98. In China's case, undercutting occurred in each of the eight quarters at quarterly weighted average rates ranging between 10.4 percent and 19.8 percent. The weighted average percentage of undercutting for China, over the eight quarters, was 14.5 percent.

99. In Korea's case, undercutting occurred in six quarters at quarterly weighted average rates ranging between 9.3 percent and 16.3 percent. The weighted average percentage of undercutting for Korea, over the eight quarters, was 10.1 percent.

100. For benchmark product 5, price undercutting occurred in eight instances out of 22 possible price comparisons (36 percent) at rates of up to 16.7 percent. The maximum quarterly weighted average percentage of undercutting was 10.3 percent. The weighted average percentage of undercutting by the subject goods from all sources, over the eight quarters, was 2.1 percent. The only subject country with a weighted average percentage of undercutting above nil, over the eight quarters, was China, at 8.8 percent.

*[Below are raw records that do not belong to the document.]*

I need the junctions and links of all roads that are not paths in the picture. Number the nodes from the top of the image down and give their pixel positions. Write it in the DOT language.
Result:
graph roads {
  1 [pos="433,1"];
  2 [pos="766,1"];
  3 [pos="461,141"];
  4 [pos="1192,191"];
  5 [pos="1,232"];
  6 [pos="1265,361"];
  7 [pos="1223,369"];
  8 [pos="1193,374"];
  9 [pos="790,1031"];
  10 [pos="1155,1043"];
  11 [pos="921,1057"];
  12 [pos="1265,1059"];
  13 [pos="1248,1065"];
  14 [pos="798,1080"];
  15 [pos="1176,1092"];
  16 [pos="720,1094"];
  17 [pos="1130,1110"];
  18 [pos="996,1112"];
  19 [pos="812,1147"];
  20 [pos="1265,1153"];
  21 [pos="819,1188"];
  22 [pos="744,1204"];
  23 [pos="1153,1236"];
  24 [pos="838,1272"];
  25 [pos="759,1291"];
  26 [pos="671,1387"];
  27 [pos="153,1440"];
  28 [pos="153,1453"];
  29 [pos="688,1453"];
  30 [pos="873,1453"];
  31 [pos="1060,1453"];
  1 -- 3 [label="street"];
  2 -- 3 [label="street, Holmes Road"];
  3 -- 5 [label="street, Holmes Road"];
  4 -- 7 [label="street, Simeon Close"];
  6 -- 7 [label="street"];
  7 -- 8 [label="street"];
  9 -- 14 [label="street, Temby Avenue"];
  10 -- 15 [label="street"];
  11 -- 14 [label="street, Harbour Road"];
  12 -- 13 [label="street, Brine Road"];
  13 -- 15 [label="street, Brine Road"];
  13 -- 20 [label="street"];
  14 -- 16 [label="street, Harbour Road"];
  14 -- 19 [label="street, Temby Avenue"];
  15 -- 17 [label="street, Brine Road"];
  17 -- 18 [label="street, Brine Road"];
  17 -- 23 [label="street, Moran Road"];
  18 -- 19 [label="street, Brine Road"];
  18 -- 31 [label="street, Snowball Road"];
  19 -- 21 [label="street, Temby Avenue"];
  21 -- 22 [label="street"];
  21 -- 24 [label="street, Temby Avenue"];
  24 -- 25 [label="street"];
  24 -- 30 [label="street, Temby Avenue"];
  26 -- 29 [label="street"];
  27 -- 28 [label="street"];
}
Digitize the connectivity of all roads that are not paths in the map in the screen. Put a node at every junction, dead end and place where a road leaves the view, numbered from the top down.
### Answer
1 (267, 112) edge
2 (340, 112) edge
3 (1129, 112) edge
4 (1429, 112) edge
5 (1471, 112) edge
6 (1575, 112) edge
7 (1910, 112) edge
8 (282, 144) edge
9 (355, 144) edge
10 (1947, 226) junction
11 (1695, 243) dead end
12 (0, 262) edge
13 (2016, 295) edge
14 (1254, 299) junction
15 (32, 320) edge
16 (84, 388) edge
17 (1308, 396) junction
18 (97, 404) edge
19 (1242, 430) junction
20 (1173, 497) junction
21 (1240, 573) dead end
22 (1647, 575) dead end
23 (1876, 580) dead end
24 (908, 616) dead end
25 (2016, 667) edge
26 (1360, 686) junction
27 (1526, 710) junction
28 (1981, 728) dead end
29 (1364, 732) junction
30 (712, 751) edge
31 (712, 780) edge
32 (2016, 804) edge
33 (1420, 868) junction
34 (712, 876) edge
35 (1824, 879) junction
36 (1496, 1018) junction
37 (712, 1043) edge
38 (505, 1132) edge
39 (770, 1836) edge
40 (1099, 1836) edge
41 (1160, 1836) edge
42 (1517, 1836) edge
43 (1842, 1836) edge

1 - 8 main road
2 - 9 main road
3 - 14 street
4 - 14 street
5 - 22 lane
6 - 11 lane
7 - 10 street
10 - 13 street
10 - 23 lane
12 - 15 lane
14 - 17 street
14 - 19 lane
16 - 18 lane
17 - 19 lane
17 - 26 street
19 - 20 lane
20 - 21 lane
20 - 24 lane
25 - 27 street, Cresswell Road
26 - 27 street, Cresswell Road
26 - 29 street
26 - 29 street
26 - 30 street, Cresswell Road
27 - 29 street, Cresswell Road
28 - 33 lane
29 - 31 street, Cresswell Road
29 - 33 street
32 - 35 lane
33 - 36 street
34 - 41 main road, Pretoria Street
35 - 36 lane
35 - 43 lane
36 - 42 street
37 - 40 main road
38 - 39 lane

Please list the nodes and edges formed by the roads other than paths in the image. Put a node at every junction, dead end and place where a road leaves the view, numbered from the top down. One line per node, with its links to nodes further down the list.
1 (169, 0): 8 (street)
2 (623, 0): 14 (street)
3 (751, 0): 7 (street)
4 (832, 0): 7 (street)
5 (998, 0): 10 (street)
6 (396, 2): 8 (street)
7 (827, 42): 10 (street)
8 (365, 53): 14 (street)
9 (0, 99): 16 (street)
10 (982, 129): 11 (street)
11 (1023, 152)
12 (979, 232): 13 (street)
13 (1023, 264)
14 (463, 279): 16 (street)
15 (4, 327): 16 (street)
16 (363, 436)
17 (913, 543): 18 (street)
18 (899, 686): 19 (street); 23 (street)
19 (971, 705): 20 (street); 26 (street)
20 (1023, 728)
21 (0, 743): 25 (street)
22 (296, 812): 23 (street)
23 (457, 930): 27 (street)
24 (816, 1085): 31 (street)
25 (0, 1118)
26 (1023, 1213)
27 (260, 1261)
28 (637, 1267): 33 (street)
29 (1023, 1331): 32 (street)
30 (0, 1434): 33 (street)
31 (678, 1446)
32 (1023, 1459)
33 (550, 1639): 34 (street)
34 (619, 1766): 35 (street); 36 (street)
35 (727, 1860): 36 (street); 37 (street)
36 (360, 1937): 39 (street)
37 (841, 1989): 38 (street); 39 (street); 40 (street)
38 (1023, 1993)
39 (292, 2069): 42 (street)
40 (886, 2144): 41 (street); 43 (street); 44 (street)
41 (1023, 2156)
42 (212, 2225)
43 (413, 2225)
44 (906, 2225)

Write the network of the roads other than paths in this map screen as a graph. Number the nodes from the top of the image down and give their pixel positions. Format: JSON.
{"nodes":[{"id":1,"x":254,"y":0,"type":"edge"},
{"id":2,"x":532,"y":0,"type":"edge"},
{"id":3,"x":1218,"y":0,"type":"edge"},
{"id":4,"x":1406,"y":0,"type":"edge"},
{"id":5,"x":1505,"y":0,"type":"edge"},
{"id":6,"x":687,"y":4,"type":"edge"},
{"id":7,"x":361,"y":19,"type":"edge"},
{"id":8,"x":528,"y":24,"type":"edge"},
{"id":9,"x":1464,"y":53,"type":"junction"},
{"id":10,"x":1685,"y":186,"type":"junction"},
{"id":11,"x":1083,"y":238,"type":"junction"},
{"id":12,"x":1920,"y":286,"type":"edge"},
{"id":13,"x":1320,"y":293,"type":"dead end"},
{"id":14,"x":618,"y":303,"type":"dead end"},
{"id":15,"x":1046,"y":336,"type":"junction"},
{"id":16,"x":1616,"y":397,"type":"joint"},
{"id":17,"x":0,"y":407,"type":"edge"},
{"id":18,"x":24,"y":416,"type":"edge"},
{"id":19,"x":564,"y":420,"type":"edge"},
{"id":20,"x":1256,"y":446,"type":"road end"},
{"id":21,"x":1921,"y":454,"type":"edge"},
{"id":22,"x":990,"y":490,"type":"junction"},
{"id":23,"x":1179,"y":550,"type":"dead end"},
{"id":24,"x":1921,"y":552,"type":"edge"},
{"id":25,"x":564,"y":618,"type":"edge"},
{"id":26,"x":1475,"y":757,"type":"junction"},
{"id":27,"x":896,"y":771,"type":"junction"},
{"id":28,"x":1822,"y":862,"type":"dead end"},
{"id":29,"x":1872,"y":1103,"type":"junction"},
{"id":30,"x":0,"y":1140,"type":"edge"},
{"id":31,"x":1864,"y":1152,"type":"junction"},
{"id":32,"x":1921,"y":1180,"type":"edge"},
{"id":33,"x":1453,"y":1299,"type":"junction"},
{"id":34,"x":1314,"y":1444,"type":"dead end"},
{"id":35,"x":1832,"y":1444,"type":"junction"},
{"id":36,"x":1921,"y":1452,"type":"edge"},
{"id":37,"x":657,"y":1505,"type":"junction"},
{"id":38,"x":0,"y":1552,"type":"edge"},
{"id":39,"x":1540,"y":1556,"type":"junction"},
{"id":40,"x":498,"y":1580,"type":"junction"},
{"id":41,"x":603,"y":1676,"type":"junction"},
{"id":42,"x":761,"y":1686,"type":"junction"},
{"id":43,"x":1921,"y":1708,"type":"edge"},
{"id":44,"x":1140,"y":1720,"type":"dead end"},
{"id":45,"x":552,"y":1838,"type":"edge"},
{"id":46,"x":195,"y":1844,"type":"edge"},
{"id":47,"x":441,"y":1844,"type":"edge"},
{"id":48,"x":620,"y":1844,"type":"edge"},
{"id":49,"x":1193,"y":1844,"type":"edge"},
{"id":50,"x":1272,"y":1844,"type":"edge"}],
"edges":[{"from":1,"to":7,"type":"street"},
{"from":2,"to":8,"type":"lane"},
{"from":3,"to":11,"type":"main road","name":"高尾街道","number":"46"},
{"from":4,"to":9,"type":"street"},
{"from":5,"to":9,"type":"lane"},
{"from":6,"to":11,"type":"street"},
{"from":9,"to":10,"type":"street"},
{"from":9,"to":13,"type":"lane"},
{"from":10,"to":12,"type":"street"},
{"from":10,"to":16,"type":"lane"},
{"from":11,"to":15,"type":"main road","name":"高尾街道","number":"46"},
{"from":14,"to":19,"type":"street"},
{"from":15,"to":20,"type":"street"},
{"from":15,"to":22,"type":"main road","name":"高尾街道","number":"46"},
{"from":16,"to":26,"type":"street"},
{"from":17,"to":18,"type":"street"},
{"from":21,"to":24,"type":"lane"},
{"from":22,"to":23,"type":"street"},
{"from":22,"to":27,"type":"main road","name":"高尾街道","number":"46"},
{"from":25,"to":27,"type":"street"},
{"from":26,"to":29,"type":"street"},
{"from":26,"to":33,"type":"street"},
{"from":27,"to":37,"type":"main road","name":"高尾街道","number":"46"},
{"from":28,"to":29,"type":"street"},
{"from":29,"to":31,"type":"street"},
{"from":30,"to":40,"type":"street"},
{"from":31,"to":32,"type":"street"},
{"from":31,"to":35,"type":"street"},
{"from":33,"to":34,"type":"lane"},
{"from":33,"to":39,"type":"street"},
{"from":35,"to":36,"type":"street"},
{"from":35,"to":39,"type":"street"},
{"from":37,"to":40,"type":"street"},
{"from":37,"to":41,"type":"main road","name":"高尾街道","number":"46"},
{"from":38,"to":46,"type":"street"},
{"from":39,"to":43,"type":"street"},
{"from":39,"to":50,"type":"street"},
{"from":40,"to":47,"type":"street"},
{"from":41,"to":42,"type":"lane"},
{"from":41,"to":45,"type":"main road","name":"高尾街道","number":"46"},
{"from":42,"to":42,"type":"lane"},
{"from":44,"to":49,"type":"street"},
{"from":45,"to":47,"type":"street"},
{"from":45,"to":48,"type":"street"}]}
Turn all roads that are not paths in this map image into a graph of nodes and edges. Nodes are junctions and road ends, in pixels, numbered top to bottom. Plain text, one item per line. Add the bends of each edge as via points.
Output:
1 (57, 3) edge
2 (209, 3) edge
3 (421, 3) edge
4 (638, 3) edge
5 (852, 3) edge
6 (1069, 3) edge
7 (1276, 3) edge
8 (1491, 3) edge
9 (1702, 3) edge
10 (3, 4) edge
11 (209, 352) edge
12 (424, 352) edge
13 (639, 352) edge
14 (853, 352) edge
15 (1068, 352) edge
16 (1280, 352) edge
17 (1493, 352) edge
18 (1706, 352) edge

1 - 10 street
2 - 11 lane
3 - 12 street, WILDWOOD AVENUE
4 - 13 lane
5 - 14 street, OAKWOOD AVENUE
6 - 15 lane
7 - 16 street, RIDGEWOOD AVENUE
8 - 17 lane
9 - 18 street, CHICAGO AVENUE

101. For benchmark product 6, price undercutting occurred in 14 instances out of 22 possible price comparisons (64 percent) at rates of up to 18.3 percent. The maximum quarterly weighted average percentage of undercutting was 12.2 percent. The weighted average percentage of undercutting by the subject goods from all sources, over the eight quarters, was 5.3 percent. Of note is that the weighted average percentage of undercutting, over the eight quarters, was nil for Brazil and Greece. It was 11.6 percent for China, 2.5 percent for Korea and 0.3 percent for Mexico.

– Average Unit Pricing

102. As described above, benchmark pricing data show evidence of price undercutting by benchmark products from China and Korea, but little or no evidence of price undercutting by benchmark products from Brazil, Greece or Mexico. Evidence of price undercutting by the subject goods from all countries appears, however, in average unit pricing, although not throughout each period.66

103. For importers' sales of imports from Mexico, all trade levels combined, average unit prices undercut those of the domestic industry in 2010 by 8 percent and by 7 percent at the wholesale trade level.67

104. For importers' sales of imports from Brazil, all trade levels combined, average unit prices undercut those of the domestic industry by 7 percent in 2012 (and by 5 percent during interim 2012 and interim 2013) and by 6 percent at the wholesale trade level in 2012 (and by 4 percent during interim 2013 compared to 5 percent during interim 2012).68

105. For importers' sales of imports from Greece, all trade levels combined, average unit prices undercut those of the domestic industry in 2012 by 3 percent (and by 2 percent during interim 2013 compared to 5 percent during interim 2012). At the wholesale trade level, importers' sales of imports from Greece undercut average unit selling prices of the domestic industry by 2 percent (and by 2 percent during interim 2013 compared to 5 percent during interim 2012).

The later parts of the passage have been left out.